### [WORK ITEM]
Return the lines below that contain the word "dead".
%%
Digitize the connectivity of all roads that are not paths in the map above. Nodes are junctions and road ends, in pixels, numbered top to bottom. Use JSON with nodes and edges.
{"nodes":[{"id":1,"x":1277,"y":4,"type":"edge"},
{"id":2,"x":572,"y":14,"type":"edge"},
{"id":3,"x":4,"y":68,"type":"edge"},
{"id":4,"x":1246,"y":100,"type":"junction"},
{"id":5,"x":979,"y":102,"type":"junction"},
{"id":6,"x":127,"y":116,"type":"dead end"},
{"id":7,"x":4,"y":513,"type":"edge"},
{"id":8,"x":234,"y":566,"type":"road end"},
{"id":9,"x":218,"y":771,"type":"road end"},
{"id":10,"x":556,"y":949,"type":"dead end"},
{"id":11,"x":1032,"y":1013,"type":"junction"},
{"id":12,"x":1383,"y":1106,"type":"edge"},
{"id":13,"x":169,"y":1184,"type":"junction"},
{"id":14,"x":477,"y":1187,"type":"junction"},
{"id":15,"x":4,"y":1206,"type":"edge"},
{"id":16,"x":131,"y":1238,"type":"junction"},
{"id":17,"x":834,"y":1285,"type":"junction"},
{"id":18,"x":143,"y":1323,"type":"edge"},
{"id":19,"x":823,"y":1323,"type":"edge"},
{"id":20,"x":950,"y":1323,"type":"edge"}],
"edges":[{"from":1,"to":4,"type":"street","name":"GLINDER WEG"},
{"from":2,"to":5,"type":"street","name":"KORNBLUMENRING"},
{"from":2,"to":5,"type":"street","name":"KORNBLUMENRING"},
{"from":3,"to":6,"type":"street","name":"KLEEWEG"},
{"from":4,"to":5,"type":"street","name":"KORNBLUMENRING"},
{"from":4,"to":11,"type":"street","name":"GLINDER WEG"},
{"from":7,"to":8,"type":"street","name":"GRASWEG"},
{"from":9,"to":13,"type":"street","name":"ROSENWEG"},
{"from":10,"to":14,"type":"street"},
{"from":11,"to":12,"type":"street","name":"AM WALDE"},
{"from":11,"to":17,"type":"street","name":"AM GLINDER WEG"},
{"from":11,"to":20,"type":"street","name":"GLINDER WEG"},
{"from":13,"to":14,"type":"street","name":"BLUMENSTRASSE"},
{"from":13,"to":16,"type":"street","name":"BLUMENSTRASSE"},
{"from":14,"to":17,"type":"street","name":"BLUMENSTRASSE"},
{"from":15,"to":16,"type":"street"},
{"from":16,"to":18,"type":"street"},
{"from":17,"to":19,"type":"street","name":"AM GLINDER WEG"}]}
%%
### [RESPONSE FOR THIS EXERCISE]
{"id":6,"x":127,"y":116,"type":"dead end"},
{"id":10,"x":556,"y":949,"type":"dead end"},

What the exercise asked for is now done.